Task goal →
Check each line below for the word "Provincial". Then give only how many lines have it.
Given entries Start Marker
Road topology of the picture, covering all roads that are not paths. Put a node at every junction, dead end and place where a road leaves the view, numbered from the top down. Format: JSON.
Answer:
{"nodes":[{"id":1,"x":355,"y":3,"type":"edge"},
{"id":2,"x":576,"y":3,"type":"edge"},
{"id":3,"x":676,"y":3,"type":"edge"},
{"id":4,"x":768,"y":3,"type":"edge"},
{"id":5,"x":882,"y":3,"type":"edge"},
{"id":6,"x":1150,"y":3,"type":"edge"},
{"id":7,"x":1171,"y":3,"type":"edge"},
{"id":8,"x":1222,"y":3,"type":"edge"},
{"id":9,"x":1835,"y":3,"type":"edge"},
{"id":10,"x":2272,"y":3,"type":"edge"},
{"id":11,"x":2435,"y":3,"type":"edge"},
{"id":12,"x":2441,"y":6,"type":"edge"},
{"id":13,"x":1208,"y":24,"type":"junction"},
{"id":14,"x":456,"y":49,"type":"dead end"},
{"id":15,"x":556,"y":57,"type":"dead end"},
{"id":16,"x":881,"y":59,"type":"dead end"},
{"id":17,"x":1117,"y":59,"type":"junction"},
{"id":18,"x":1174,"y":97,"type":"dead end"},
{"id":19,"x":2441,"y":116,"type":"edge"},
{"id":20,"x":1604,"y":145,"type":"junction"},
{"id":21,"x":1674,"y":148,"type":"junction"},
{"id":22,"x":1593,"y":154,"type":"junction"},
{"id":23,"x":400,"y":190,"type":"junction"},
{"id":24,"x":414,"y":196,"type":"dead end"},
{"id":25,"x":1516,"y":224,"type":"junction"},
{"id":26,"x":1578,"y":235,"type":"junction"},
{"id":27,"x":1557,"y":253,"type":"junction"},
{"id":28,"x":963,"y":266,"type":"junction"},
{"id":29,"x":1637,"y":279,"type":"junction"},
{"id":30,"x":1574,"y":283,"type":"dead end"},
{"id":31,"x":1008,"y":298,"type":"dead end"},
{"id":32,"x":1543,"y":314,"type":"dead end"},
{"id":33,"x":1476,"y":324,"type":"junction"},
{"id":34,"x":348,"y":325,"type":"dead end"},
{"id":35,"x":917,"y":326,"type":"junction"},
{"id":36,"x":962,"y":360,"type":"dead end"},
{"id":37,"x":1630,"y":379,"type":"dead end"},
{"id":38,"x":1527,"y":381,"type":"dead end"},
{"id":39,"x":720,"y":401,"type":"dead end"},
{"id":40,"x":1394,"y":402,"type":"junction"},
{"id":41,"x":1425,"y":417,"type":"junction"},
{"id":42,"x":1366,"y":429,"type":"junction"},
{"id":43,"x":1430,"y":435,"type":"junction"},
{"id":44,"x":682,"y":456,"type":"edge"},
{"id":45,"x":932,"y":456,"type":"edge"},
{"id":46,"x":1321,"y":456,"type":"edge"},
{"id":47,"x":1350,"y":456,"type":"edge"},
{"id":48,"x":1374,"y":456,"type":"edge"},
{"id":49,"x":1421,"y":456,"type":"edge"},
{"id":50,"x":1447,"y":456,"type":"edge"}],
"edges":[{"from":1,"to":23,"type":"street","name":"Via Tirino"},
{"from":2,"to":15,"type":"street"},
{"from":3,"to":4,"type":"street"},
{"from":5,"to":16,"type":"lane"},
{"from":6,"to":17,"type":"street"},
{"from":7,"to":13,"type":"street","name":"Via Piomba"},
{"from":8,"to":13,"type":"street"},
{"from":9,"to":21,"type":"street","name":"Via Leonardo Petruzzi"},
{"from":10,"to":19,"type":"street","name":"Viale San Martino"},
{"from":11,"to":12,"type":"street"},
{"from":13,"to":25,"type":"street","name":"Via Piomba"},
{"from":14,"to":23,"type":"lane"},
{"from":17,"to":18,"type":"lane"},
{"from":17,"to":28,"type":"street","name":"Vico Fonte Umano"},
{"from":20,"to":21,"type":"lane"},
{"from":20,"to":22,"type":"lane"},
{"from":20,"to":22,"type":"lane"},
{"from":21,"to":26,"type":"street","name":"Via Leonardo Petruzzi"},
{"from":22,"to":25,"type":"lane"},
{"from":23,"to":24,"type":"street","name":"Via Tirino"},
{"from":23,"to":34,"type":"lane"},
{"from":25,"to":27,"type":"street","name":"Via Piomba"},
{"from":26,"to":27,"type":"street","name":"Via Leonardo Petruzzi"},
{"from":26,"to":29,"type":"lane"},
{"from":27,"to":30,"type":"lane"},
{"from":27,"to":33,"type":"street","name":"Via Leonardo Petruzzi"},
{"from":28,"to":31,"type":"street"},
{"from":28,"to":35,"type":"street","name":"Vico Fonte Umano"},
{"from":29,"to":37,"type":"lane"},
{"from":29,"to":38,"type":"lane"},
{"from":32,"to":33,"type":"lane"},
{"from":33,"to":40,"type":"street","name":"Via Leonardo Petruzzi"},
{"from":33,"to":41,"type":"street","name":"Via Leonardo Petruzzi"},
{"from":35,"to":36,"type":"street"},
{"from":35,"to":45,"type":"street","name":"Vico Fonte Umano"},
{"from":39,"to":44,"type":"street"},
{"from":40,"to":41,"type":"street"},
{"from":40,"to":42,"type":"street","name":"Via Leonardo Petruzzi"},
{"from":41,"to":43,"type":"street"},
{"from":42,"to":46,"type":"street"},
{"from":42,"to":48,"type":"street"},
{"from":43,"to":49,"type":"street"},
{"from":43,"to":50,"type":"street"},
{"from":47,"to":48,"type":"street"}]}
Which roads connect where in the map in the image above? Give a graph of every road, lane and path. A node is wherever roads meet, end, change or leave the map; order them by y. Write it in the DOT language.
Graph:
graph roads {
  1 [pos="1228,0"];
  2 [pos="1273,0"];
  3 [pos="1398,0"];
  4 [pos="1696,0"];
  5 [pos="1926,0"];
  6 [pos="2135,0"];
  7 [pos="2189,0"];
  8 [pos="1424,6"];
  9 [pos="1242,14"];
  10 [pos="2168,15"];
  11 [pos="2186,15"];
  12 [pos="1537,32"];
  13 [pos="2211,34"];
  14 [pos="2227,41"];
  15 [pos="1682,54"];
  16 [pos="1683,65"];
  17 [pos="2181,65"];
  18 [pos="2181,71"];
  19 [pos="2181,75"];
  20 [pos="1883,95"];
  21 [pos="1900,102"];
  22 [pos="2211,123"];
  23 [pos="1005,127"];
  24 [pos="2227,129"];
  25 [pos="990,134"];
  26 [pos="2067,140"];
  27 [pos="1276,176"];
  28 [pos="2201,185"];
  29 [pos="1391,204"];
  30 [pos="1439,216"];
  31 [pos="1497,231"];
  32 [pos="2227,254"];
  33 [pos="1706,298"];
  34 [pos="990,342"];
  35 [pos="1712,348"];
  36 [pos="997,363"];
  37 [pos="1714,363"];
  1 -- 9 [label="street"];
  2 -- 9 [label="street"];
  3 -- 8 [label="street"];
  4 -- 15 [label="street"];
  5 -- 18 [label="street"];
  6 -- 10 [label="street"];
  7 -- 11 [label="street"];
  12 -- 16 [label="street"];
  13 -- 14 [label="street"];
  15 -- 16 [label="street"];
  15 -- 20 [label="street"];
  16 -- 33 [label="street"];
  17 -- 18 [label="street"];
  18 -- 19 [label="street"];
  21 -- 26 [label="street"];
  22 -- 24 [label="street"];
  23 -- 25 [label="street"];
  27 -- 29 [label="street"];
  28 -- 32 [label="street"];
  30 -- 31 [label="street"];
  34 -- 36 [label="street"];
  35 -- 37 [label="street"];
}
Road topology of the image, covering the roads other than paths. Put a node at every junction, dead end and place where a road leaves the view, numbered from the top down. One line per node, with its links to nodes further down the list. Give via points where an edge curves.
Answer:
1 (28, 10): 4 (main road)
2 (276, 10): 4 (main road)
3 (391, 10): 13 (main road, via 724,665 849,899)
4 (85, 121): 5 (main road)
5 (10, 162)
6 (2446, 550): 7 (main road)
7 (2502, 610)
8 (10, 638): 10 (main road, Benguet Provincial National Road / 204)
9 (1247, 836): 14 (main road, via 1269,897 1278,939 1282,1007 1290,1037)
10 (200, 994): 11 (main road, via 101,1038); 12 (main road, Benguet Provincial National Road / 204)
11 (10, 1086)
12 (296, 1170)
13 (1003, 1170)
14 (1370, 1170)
Given entries End Marker
Output of the task →
2